EXERCISE —
Set down the records exactly, and omit any image found in them.

EXERCISE INPUTS —

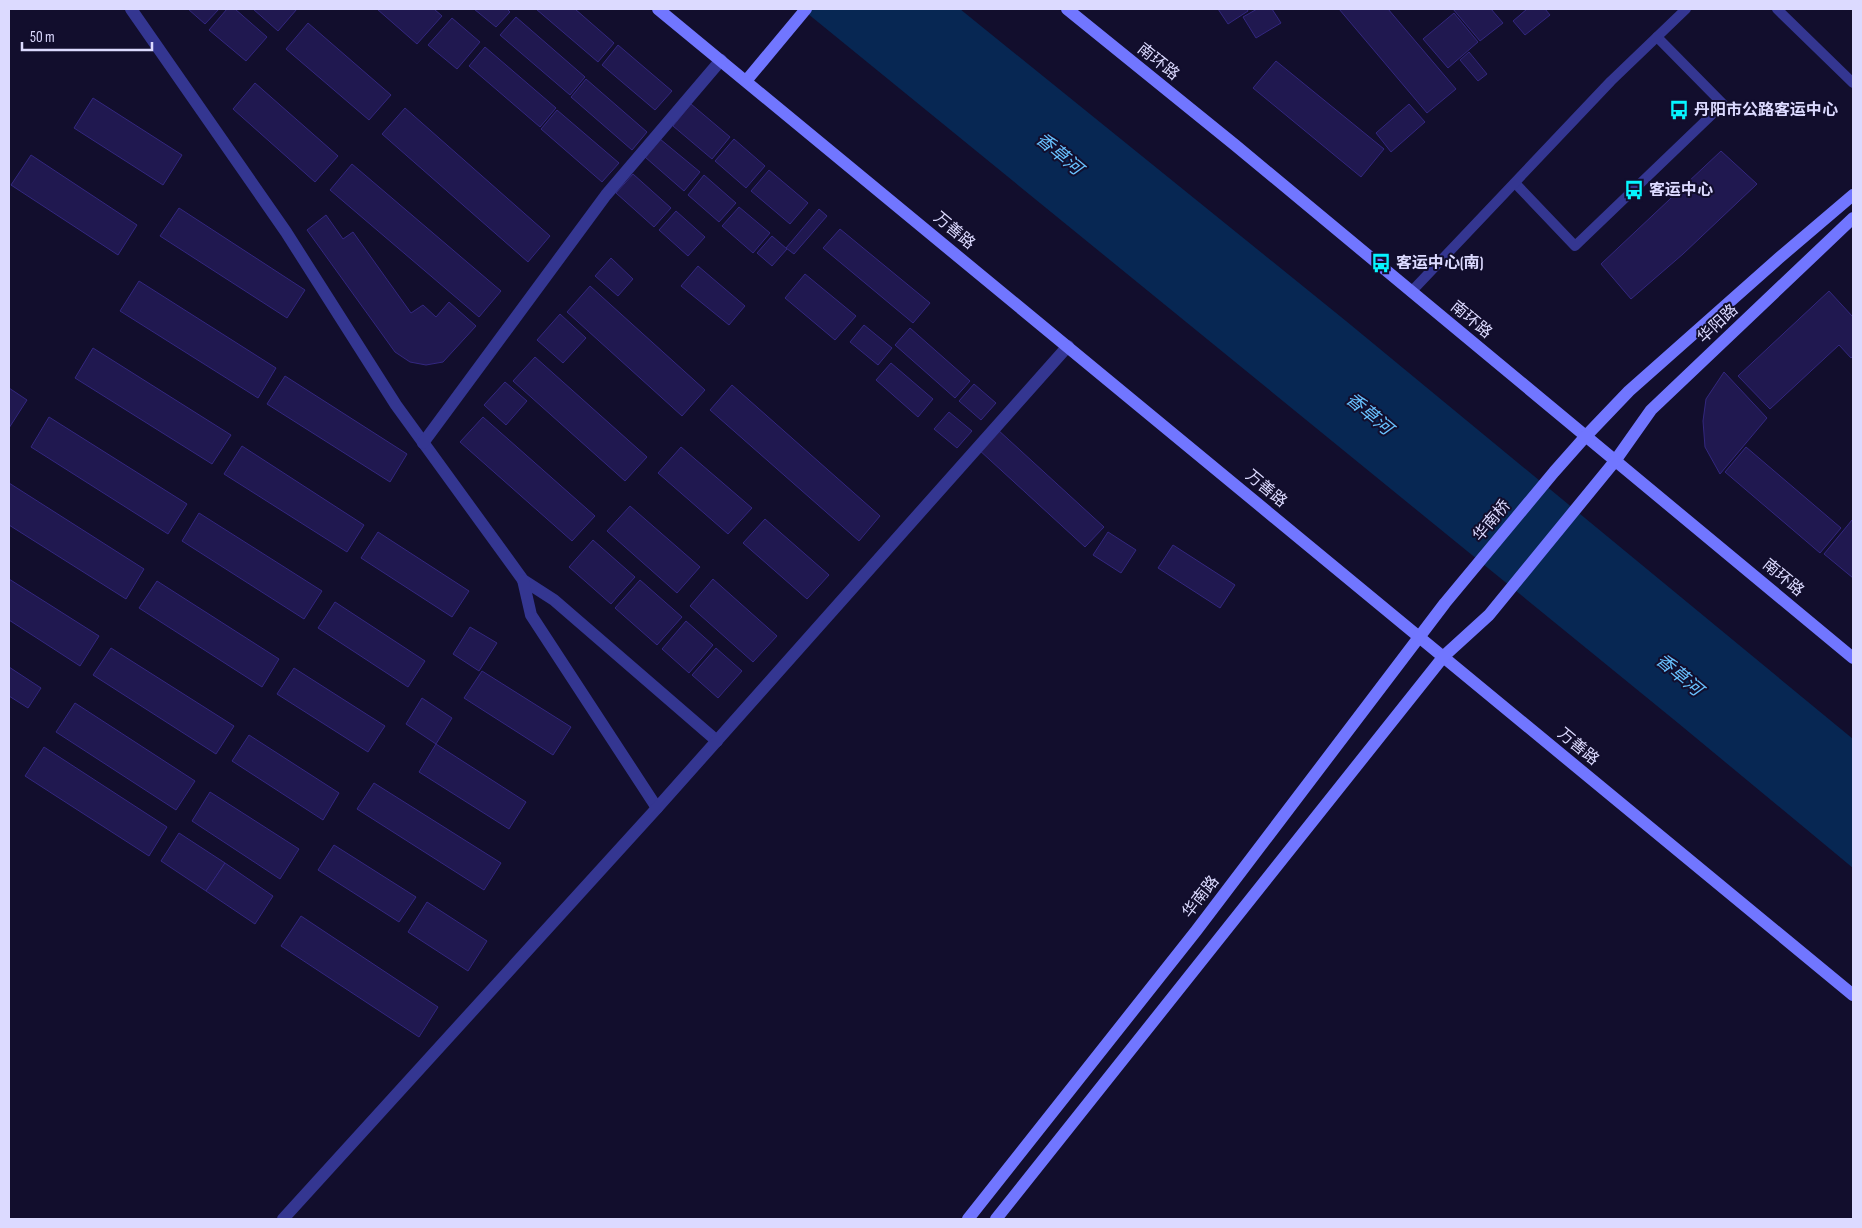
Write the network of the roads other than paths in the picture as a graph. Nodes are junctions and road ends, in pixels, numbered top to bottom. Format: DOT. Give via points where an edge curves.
graph roads {
  1 [pos="130,9"];
  2 [pos="658,9"];
  3 [pos="806,9"];
  4 [pos="1067,9"];
  5 [pos="1686,9"];
  6 [pos="1777,9"];
  7 [pos="1657,37"];
  8 [pos="721,60"];
  9 [pos="746,81"];
  10 [pos="1853,82"];
  11 [pos="1515,183"];
  12 [pos="1853,195"];
  13 [pos="1853,218"];
  14 [pos="1411,292"];
  15 [pos="1068,346"];
  16 [pos="1585,437"];
  17 [pos="423,443"];
  18 [pos="1615,461"];
  19 [pos="523,580"];
  20 [pos="1455,590"];
  21 [pos="1420,637"];
  22 [pos="1444,656"];
  23 [pos="1853,658"];
  24 [pos="717,741"];
  25 [pos="657,808"];
  26 [pos="1853,995"];
  27 [pos="283,1219"];
  28 [pos="968,1219"];
  29 [pos="996,1219"];
  1 -- 17 [label="street" via="286,232"];
  2 -- 8 [label="main road, 万善路"];
  3 -- 9 [label="main road"];
  4 -- 14 [label="main road, 南环路"];
  5 -- 7 [label="lane"];
  6 -- 10 [label="lane"];
  7 -- 11 [label="lane"];
  7 -- 11 [label="lane" via="1723,104 1575,246"];
  8 -- 9 [label="main road, 万善路"];
  8 -- 17 [label="street" via="606,195"];
  9 -- 15 [label="main road, 万善路"];
  11 -- 14 [label="lane"];
  12 -- 16 [label="main road" via="1629,391"];
  13 -- 18 [label="main road, 华阳路" via="1651,410"];
  14 -- 16 [label="main road, 南环路"];
  15 -- 21 [label="main road, 万善路"];
  15 -- 24 [label="street"];
  16 -- 18 [label="main road, 南环路"];
  16 -- 20 [label="main road, 华南桥"];
  17 -- 19 [label="street"];
  18 -- 22 [label="main road" via="1489,615"];
  18 -- 23 [label="main road, 南环路"];
  19 -- 24 [label="street" via="554,600"];
  19 -- 25 [label="street" via="531,615"];
  20 -- 21 [label="main road, 华南路"];
  21 -- 22 [label="main road, 万善路"];
  21 -- 28 [label="main road, 华南路" via="1190,939"];
  22 -- 26 [label="main road, 万善路"];
  22 -- 29 [label="main road"];
  24 -- 25 [label="street"];
  25 -- 27 [label="street"];
}
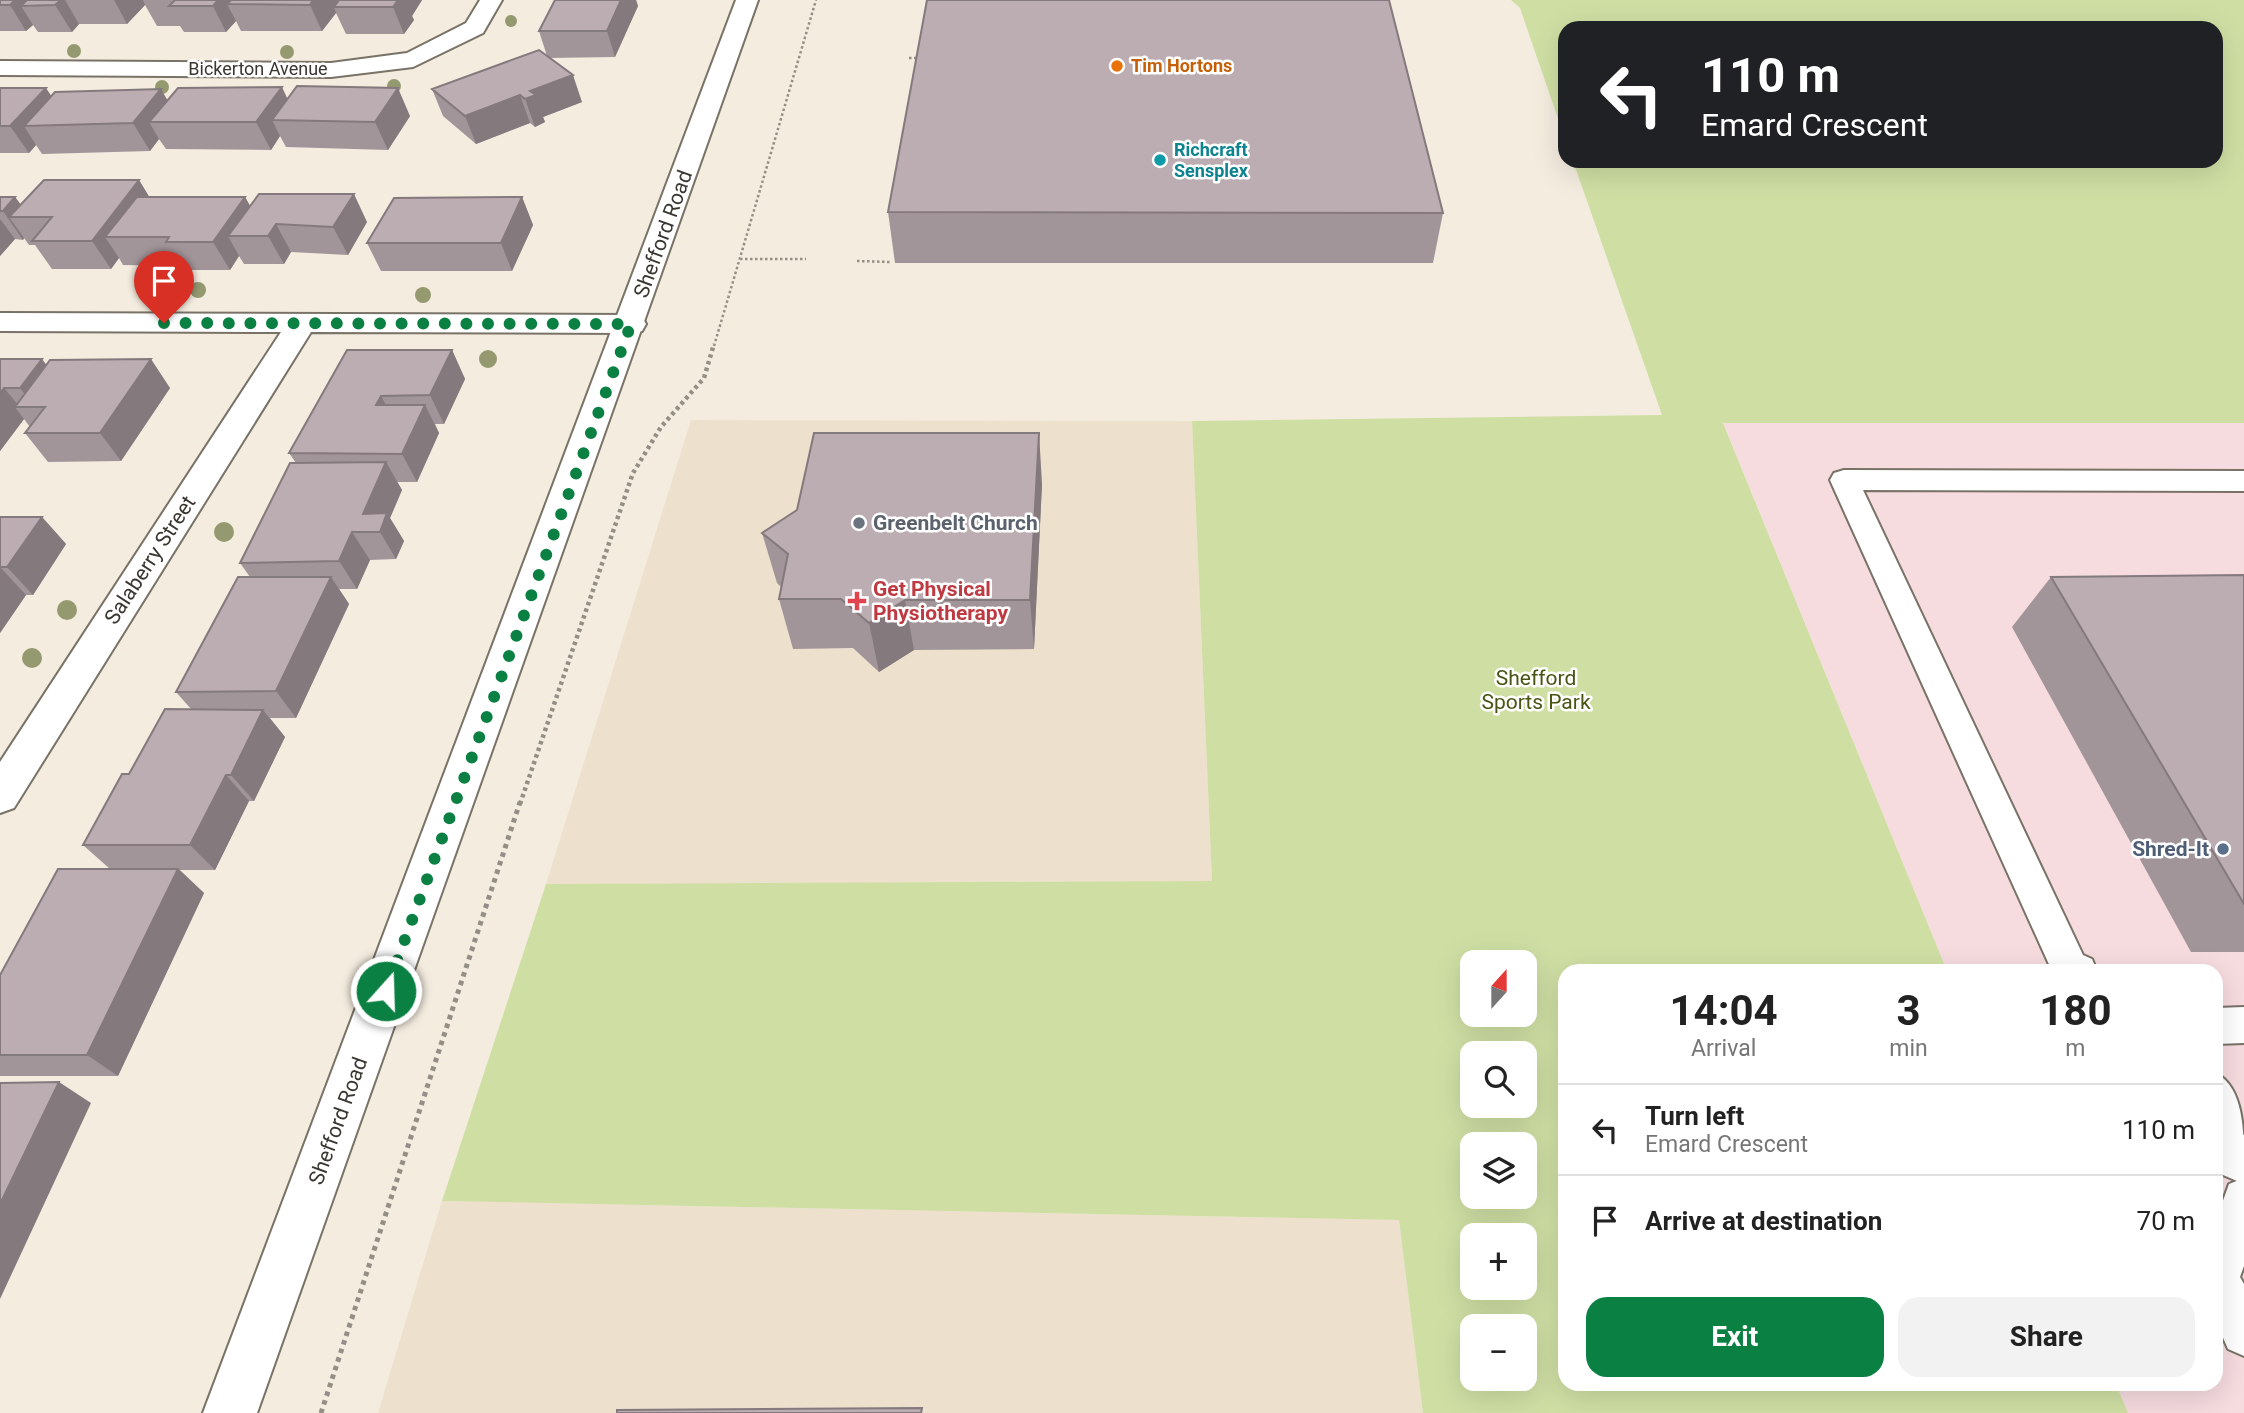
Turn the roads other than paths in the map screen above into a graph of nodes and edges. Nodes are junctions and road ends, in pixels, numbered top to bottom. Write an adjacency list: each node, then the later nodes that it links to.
1 (491, 0): 3 (street, Bickerton Avenue)
2 (747, 0): 6 (street, Shefford Road)
3 (0, 68)
4 (0, 322): 5 (street)
5 (301, 324): 6 (street); 8 (street, Salaberry Street)
6 (631, 324): 21 (street, Shefford Road)
7 (2244, 481): 10 (lane)
8 (17, 739): 9 (street, Salaberry Street)
9 (0, 796)
10 (2069, 964)
11 (2244, 1025): 12 (lane)
12 (2223, 1026)
13 (2223, 1106): 14 (lane)
14 (2244, 1145)
15 (2223, 1150): 16 (street)
16 (2244, 1160)
17 (2244, 1199): 18 (lane)
18 (2223, 1263)
19 (2223, 1289): 20 (lane)
20 (2244, 1333)
21 (230, 1413)

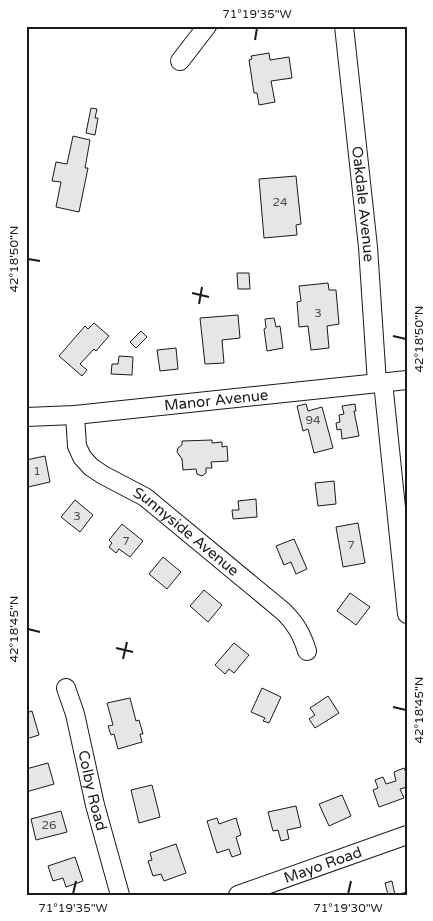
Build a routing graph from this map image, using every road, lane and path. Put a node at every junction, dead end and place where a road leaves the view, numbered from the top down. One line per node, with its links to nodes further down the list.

SOLUTION FOR THIS EXERCISE —
Write the network of the roads other than paths in the picture as a graph. Nodes are junctions and road ends, in pixels, numbered top to bottom. Format: DOT. Give via points where an edge curves.
graph roads {
  1 [pos="130,9"];
  2 [pos="658,9"];
  3 [pos="806,9"];
  4 [pos="1067,9"];
  5 [pos="1686,9"];
  6 [pos="1777,9"];
  7 [pos="1657,37"];
  8 [pos="721,60"];
  9 [pos="746,81"];
  10 [pos="1853,82"];
  11 [pos="1515,183"];
  12 [pos="1853,195"];
  13 [pos="1853,218"];
  14 [pos="1411,292"];
  15 [pos="1068,346"];
  16 [pos="1585,437"];
  17 [pos="423,443"];
  18 [pos="1615,461"];
  19 [pos="523,580"];
  20 [pos="1455,590"];
  21 [pos="1420,637"];
  22 [pos="1444,656"];
  23 [pos="1853,658"];
  24 [pos="717,741"];
  25 [pos="657,808"];
  26 [pos="1853,995"];
  27 [pos="283,1219"];
  28 [pos="968,1219"];
  29 [pos="996,1219"];
  1 -- 17 [label="street" via="286,232"];
  2 -- 8 [label="main road, 万善路"];
  3 -- 9 [label="main road"];
  4 -- 14 [label="main road, 南环路"];
  5 -- 7 [label="lane"];
  6 -- 10 [label="lane"];
  7 -- 11 [label="lane"];
  7 -- 11 [label="lane" via="1723,104 1575,246"];
  8 -- 9 [label="main road, 万善路"];
  8 -- 17 [label="street" via="606,195"];
  9 -- 15 [label="main road, 万善路"];
  11 -- 14 [label="lane"];
  12 -- 16 [label="main road" via="1629,391"];
  13 -- 18 [label="main road, 华阳路" via="1651,410"];
  14 -- 16 [label="main road, 南环路"];
  15 -- 21 [label="main road, 万善路"];
  15 -- 24 [label="street"];
  16 -- 18 [label="main road, 南环路"];
  16 -- 20 [label="main road, 华南桥"];
  17 -- 19 [label="street"];
  18 -- 22 [label="main road" via="1489,615"];
  18 -- 23 [label="main road, 南环路"];
  19 -- 24 [label="street" via="554,600"];
  19 -- 25 [label="street" via="531,615"];
  20 -- 21 [label="main road, 华南路"];
  21 -- 22 [label="main road, 万善路"];
  21 -- 28 [label="main road, 华南路" via="1190,939"];
  22 -- 26 [label="main road, 万善路"];
  22 -- 29 [label="main road"];
  24 -- 25 [label="street"];
  25 -- 27 [label="street"];
}
Turn the roads other than paths in the map screen above into a graph of nodes and edges. Nodes are junctions and road ends, in pixels, numbered top to bottom. Write an adjacency list: each node, then the later nodes that it links to.
1 (491, 0): 3 (street, Bickerton Avenue)
2 (747, 0): 6 (street, Shefford Road)
3 (0, 68)
4 (0, 322): 5 (street)
5 (301, 324): 6 (street); 8 (street, Salaberry Street)
6 (631, 324): 21 (street, Shefford Road)
7 (2244, 481): 10 (lane)
8 (17, 739): 9 (street, Salaberry Street)
9 (0, 796)
10 (2069, 964)
11 (2244, 1025): 12 (lane)
12 (2223, 1026)
13 (2223, 1106): 14 (lane)
14 (2244, 1145)
15 (2223, 1150): 16 (street)
16 (2244, 1160)
17 (2244, 1199): 18 (lane)
18 (2223, 1263)
19 (2223, 1289): 20 (lane)
20 (2244, 1333)
21 (230, 1413)

Build a routing graph from this map image, using every road, lane and path. Put a node at every junction, dead end and place where a road leaves the view, numbered from the top down. One line per node, with its links to nodes further down the list.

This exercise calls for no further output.